Working data:
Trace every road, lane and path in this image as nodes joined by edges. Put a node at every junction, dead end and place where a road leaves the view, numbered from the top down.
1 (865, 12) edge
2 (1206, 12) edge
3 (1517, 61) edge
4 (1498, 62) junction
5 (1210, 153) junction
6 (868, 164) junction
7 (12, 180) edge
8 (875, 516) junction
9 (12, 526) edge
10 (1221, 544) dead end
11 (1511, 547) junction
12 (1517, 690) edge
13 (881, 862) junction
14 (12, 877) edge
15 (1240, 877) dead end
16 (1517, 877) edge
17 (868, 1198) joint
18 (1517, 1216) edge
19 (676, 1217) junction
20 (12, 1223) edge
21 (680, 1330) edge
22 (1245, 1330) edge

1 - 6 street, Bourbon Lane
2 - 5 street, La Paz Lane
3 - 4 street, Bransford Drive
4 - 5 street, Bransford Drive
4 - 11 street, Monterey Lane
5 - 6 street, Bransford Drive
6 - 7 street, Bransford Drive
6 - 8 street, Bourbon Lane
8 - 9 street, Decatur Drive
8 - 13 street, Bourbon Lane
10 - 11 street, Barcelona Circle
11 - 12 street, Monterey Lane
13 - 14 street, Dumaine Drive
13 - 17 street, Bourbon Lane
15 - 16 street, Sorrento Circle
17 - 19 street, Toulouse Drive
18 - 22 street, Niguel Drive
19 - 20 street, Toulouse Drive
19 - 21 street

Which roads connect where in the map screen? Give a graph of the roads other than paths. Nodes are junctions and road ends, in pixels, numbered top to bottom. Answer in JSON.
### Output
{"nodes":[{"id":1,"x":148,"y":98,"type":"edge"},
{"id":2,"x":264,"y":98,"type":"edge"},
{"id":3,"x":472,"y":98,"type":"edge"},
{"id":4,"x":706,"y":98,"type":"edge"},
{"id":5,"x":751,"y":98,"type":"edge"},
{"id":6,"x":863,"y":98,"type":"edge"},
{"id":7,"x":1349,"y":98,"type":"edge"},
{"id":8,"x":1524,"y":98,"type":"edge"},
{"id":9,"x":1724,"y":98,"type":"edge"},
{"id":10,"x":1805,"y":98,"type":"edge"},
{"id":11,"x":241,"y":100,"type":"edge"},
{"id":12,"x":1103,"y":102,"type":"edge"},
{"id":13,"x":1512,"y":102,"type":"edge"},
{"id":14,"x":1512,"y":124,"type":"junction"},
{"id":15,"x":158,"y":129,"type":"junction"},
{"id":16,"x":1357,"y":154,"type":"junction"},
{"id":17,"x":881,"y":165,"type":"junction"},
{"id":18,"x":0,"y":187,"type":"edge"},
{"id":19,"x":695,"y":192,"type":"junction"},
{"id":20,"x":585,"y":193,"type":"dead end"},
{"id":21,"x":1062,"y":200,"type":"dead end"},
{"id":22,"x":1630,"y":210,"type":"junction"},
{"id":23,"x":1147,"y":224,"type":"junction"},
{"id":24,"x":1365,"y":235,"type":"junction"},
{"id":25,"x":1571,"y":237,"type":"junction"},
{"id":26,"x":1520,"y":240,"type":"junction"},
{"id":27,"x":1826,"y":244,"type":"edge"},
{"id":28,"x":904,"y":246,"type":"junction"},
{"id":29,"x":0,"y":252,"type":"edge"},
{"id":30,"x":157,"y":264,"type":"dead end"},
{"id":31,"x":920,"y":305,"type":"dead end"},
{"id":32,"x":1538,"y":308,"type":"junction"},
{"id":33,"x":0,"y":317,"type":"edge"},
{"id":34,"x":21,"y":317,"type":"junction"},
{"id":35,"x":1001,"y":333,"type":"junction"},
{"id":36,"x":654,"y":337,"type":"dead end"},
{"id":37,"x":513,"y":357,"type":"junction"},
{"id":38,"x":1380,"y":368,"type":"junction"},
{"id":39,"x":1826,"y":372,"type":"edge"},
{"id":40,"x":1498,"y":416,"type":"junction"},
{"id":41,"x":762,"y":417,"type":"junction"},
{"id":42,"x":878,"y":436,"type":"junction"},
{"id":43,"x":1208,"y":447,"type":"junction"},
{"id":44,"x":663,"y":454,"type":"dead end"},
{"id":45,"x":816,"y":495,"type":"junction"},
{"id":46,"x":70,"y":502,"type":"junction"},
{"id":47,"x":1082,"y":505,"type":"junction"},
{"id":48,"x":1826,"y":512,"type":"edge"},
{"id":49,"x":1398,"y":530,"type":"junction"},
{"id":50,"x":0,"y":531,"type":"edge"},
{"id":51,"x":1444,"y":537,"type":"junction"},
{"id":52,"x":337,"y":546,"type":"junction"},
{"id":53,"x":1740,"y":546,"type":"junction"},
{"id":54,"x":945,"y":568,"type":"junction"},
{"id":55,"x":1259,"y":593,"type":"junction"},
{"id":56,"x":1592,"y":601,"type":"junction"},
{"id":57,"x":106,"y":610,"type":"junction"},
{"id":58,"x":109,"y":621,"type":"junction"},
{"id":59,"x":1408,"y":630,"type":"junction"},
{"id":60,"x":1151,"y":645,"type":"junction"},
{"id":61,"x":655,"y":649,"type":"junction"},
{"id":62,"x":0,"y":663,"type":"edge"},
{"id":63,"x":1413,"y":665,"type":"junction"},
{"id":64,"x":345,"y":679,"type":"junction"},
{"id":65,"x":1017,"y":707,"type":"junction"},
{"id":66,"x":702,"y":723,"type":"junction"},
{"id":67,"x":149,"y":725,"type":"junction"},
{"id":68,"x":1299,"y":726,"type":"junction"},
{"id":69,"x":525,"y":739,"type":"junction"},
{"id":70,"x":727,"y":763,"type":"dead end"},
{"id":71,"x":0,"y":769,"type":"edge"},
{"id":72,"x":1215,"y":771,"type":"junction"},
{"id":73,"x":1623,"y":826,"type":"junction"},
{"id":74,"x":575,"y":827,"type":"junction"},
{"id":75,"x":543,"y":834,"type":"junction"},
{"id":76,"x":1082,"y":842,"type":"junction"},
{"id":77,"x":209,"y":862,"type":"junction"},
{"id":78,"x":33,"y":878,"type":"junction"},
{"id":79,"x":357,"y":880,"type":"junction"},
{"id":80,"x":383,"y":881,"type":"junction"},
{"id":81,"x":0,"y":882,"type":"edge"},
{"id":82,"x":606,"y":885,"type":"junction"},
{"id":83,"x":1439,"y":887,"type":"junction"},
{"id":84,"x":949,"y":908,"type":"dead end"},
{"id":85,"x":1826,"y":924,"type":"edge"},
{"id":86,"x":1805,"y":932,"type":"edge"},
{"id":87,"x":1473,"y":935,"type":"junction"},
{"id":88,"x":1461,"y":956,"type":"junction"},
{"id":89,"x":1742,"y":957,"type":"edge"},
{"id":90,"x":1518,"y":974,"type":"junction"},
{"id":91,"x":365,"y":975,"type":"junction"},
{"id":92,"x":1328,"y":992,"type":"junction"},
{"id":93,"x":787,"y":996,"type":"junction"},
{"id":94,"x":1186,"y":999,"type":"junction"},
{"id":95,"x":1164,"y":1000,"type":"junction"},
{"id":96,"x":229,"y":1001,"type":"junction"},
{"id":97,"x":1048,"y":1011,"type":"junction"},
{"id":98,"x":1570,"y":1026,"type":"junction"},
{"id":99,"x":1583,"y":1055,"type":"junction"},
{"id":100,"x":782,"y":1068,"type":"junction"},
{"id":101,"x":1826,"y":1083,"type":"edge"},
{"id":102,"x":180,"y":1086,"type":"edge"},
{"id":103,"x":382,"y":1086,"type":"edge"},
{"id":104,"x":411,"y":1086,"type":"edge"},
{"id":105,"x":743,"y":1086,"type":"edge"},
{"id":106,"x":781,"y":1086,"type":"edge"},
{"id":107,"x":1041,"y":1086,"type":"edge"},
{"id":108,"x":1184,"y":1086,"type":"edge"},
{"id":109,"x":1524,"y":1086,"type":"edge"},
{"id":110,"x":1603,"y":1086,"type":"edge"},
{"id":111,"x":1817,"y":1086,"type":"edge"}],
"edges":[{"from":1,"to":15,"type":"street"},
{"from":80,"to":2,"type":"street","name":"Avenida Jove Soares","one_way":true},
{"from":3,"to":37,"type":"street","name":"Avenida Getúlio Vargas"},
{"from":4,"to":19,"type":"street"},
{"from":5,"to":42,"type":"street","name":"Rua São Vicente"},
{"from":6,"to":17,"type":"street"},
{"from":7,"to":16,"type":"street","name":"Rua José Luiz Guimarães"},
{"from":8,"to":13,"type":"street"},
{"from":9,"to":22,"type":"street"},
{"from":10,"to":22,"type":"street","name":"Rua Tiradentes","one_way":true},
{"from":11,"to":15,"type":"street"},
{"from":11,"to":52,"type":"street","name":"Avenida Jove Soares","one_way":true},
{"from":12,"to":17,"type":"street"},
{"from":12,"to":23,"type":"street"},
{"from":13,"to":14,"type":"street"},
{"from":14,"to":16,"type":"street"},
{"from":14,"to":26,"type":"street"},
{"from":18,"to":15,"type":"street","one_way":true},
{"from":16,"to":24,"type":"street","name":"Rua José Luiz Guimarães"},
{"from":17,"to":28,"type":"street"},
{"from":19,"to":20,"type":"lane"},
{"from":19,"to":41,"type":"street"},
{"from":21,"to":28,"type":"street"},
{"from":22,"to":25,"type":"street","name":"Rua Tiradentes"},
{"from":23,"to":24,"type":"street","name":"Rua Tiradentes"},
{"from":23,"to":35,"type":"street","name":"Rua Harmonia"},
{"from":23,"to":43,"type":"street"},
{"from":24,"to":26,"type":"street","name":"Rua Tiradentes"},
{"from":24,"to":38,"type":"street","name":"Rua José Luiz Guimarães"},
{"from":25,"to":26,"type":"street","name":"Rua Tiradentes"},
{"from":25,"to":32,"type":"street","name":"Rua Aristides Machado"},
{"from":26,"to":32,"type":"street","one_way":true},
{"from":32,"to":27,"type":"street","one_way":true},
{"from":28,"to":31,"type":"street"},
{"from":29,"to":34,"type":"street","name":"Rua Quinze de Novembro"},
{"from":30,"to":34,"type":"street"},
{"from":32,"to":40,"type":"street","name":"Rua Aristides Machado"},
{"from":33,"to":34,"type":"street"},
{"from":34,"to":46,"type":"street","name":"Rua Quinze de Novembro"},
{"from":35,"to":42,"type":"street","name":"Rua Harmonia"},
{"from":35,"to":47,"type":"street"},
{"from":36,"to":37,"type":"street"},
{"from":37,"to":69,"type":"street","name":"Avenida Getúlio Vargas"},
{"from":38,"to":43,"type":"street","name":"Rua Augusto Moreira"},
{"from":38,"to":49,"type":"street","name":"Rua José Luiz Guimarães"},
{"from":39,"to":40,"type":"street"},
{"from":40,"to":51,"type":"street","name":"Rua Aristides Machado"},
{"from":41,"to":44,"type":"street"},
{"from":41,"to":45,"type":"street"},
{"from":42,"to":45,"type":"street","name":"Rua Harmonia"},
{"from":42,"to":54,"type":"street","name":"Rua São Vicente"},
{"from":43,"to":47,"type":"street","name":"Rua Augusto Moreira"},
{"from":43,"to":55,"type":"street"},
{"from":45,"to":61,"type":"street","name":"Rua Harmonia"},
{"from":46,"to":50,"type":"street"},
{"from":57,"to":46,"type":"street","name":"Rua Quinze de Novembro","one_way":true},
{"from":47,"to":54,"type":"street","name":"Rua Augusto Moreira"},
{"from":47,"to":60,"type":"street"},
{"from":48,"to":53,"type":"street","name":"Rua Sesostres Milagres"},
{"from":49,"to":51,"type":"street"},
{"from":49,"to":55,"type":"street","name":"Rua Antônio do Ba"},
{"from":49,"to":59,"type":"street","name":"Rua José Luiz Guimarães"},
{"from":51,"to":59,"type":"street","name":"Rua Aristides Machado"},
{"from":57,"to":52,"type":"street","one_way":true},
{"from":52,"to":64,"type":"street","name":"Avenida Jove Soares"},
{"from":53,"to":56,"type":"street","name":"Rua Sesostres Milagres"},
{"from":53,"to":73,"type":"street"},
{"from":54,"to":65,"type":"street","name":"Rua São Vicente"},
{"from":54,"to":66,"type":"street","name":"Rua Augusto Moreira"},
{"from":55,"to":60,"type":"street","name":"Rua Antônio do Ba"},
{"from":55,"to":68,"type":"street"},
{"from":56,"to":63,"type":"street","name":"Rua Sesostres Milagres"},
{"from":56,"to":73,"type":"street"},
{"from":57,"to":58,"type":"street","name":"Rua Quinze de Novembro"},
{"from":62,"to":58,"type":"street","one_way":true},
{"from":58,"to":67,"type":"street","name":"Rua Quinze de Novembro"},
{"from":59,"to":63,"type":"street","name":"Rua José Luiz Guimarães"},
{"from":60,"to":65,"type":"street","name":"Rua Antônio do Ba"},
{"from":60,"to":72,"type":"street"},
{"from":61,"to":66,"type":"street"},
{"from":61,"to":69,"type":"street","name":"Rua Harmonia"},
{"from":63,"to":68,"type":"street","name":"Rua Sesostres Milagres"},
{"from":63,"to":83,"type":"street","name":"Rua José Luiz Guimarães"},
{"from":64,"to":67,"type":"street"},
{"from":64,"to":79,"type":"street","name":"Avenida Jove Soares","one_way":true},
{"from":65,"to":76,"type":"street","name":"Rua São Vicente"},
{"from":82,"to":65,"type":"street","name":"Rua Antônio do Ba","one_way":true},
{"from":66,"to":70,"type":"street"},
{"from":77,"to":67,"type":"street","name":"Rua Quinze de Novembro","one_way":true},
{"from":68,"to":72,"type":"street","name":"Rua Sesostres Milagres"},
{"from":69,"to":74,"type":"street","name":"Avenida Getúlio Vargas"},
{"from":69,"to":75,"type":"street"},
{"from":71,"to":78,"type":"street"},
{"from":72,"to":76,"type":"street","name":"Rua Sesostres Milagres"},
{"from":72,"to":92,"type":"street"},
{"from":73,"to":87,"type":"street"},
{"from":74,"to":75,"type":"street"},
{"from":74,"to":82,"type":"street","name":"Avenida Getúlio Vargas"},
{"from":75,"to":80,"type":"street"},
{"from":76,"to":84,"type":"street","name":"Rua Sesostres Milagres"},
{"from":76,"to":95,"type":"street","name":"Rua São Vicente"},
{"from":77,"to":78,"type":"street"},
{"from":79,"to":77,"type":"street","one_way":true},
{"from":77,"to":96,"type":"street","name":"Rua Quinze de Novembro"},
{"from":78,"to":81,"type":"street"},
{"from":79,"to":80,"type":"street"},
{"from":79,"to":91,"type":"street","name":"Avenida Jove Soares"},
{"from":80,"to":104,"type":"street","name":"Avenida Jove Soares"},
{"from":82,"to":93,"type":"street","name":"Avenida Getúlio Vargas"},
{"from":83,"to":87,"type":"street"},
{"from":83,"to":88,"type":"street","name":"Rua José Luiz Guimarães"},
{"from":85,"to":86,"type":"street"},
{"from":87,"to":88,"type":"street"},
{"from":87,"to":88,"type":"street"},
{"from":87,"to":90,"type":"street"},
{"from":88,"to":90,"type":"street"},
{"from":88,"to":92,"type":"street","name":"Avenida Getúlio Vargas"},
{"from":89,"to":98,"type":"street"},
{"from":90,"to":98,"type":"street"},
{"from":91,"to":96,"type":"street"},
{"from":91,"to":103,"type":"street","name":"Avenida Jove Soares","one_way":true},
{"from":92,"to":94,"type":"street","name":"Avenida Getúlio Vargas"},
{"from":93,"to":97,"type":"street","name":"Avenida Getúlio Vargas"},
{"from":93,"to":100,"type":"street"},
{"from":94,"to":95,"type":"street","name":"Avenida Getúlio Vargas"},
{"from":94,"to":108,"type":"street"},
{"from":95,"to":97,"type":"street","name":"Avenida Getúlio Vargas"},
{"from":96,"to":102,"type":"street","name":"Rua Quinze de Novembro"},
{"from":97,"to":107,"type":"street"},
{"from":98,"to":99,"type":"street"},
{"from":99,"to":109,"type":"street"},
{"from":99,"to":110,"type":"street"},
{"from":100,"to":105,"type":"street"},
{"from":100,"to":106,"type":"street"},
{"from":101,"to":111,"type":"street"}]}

Exercise description: Filter the records above for lines containing the word "numbered", and copy those lines.

Reply:
Trace every road, lane and path in this image as nodes joined by edges. Put a node at every junction, dead end and place where a road leaves the view, numbered from the top down.
Which roads connect where in the map screen? Give a graph of the roads other than paths. Nodes are junctions and road ends, in pixels, numbered top to bottom. Answer in JSON.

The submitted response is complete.